I want to know if below things are possible in splunk and if YES then How it can be achieved-
1. Below is sample events
2019-07-16|21:15:43.370|INFO|This is a statement 2019-07-16|21:16:43.370|INFO|Random statement 2019-07-16|21:17:43.370|INFO|Random statement 2019-07-16|21:18:43.370|INFO|This is a statement 2019-07-16|21:19:43.370|INFO|This is a statement
I have heavy forwarder where I want to index only first occurrence of "This is a statement" line and do not want other lines which contain "This is a statement" string to be index. Since same line coming multiple time in log file and I want to index only first occurrence of it.

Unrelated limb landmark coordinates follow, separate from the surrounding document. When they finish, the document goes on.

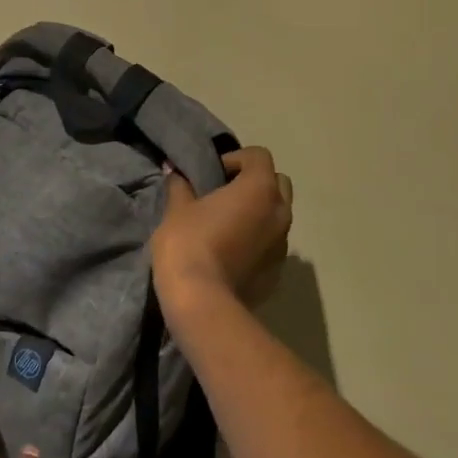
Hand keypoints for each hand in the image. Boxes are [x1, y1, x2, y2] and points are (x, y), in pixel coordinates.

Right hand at [151, 147, 294, 321]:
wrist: (202, 301)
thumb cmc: (189, 244)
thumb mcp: (177, 209)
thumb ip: (180, 186)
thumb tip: (175, 172)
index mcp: (260, 189)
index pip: (259, 156)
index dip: (235, 159)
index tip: (212, 174)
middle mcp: (280, 212)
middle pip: (277, 183)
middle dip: (254, 183)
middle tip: (224, 195)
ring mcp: (283, 245)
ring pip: (277, 215)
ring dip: (257, 213)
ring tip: (227, 225)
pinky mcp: (278, 272)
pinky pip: (271, 245)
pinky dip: (257, 241)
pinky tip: (231, 253)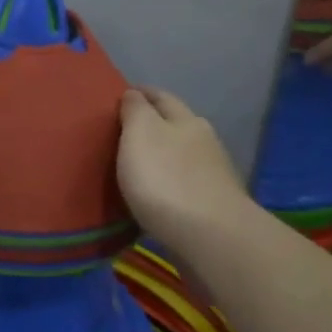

2. Below is another sample events
2019-07-16|21:15:43.370|INFO|Temprature-30 2019-07-16|21:16:43.370|INFO|Temprature-30 2019-07-16|21:17:43.370|INFO|Temprature-30 2019-07-16|21:18:43.370|INFO|Temprature-32 2019-07-16|21:19:43.370|INFO|Temprature-32
Here I want only two lines which has distinct temprature to be index.
are these above two strings possible in splunk? I want these to be done before indexing so to reduce indexing volume.
Currently I am using nullqueue and indexqueue to parse required data but now I want to index only first occurrence.
Appreciate your help.
This kind of logic is not possible on the HF alone as the indexing pipeline doesn't keep a history of the indexed events. You can see here in more details how that layer works :
My advice in your case is to create a scripted input and configure it in the
inputs.conf to run with run it with an
interval of 5-10 mins (more or less depending on your needs). Within this scrip you can apply the required logic and then the output which is the non-duplicated events is the only thing that will get indexed.
Details here of when to use scripted inputs can be found here : https://docs.splunk.com/Documentation/Splunk/7.3.0/AdvancedDev/ScriptedInputsIntro#Use_cases_for_scr...
If you're not comfortable with scripted inputs you can simply
cron a script to apply cleansing on your file and rewrite them into new files without duplicates. Then you would index those files instead of the main ones.
If I write script to remove duplicates logic and if I run then it will require to store parsed files in another folder and then with monitor stanza I will monitor these parsed files which will require "disk space" since my all files are zip files.
Can it be possible with zip files without storing any parsed log files on separate folder and directly send for indexing? if yes can you please help me with sample script..
You're welcome @ips_mandar.
You don't have to unzip your files, then read, then delete. You can simply read them using
zcatfrom the script :
Let me know if that's what you're looking for 🙂
sorry I didn't mention that I am on Windows server.
I am very new with scripts it will be good if you can share me one script which I can run to remove duplicates from zip files although in duplicates line timestamp will be different.
The logic should be as follows :
1- find unique events
2- write into new files
For linux you can very easily do that using :
sort -u your_file > new_file
You could try finding the equivalent for windows, it surely exists.
Also you might need to handle the timestamp because that makes all lines different, so you'll also need to exclude that from the "unique" logic.